"It's Going to Be Big"
As Finkelman astutely realized, Ecko wasn't selling T-shirts as much as it was selling a brand. Limited resources forced the company to market its wares creatively.
Being in need created a desperate market approach. You don't compete with dollars. How do you get people to feel something emotionally? We couldn't afford to go to the 1997 MAGIC show [for the menswear industry] in Las Vegas, but we had already paid for the booth. So we printed 25,000 bumper stickers, "Where's Ecko?" and sent out a street team with them. Music marketing at that time was doing a lot of that. We ended up doing more sales at that market, commando-style -- twice the volume we did the year before -- by not being there.
Everyone in my space would do fashion shows. I love them, but they're very indulgent. They cost on the cheap $150,000, and you can spend more than a million on 15 minutes. Your buyers appreciate it, but they won't buy more.

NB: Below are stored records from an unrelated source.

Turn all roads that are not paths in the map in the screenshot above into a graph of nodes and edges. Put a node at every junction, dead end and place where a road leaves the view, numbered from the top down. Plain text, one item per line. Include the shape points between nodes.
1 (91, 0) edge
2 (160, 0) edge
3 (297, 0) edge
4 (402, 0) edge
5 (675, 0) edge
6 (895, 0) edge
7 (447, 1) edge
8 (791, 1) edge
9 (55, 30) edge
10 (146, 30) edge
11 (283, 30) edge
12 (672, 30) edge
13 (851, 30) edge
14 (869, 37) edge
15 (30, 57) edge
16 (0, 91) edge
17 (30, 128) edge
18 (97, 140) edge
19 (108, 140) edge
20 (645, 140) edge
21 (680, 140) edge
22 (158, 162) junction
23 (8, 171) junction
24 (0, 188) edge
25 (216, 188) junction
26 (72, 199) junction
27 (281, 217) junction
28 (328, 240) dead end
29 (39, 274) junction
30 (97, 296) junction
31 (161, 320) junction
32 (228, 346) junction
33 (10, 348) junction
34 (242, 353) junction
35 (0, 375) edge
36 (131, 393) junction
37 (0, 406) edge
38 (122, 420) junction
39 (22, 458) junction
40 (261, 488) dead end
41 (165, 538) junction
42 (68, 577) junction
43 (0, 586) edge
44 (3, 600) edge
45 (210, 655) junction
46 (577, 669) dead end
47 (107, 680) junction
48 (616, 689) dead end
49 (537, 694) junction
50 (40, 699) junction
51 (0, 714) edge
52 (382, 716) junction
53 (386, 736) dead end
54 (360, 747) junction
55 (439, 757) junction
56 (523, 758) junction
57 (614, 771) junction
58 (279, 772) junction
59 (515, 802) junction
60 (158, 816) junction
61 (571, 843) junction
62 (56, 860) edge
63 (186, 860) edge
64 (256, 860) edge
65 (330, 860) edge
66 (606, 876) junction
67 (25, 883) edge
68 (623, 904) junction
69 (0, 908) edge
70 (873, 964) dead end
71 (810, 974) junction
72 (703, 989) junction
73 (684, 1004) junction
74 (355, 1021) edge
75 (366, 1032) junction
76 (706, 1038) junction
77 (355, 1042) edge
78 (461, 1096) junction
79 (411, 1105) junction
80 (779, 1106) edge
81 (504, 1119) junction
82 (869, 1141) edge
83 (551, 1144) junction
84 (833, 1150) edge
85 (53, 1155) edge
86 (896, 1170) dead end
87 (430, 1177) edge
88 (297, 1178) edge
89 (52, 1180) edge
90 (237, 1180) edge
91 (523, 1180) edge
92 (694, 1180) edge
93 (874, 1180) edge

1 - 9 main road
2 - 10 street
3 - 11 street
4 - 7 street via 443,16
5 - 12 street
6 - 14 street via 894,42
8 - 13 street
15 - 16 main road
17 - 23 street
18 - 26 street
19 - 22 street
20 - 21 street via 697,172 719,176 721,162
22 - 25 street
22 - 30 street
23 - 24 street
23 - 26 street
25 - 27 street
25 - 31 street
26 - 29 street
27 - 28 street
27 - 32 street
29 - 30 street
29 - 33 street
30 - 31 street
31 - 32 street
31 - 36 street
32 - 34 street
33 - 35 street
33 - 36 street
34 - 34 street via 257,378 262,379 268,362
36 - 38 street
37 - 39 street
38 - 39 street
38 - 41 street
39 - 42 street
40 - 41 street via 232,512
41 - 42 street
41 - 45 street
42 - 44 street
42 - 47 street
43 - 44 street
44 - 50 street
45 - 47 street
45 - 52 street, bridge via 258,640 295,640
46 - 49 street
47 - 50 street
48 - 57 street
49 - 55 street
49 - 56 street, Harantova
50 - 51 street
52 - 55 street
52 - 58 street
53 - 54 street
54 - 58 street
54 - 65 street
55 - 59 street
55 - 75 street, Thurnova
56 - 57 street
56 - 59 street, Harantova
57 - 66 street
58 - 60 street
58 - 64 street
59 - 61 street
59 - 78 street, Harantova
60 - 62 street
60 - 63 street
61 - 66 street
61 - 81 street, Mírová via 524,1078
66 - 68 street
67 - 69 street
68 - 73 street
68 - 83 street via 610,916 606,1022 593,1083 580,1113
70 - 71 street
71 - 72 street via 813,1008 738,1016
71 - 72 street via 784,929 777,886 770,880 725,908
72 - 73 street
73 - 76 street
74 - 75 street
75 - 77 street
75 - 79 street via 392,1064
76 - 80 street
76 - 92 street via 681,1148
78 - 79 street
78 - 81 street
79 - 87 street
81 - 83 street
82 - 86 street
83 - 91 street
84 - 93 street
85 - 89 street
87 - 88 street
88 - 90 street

The editorial community isn't going to change its mind. If I were getting their approbation, I might still be doing shows. It was one of the best things that happened that I wasn't getting that. Does my buying community really care? The gatekeepers aren't the goalkeepers.
In 2006, Ecko rented a 747 airliner, had it repainted on one side to resemble Air Force One, and brought in a film crew to capture him tagging it with the slogan "Still Free." Then he posted it on YouTube. For a time, a significant number of people thought Ecko had really breached security at Andrews Air Force Base and graffitied the President's plane.
This was YouTube pre-Google. The cynicism wasn't as deep as to, Is that real or false? Everything being put up there was do-it-yourself and had to be. You couldn't pull that off today. That was a unique window. The consumer with bandwidth at the time was young and savvy. It was post-9/11. Talk about a loaded object.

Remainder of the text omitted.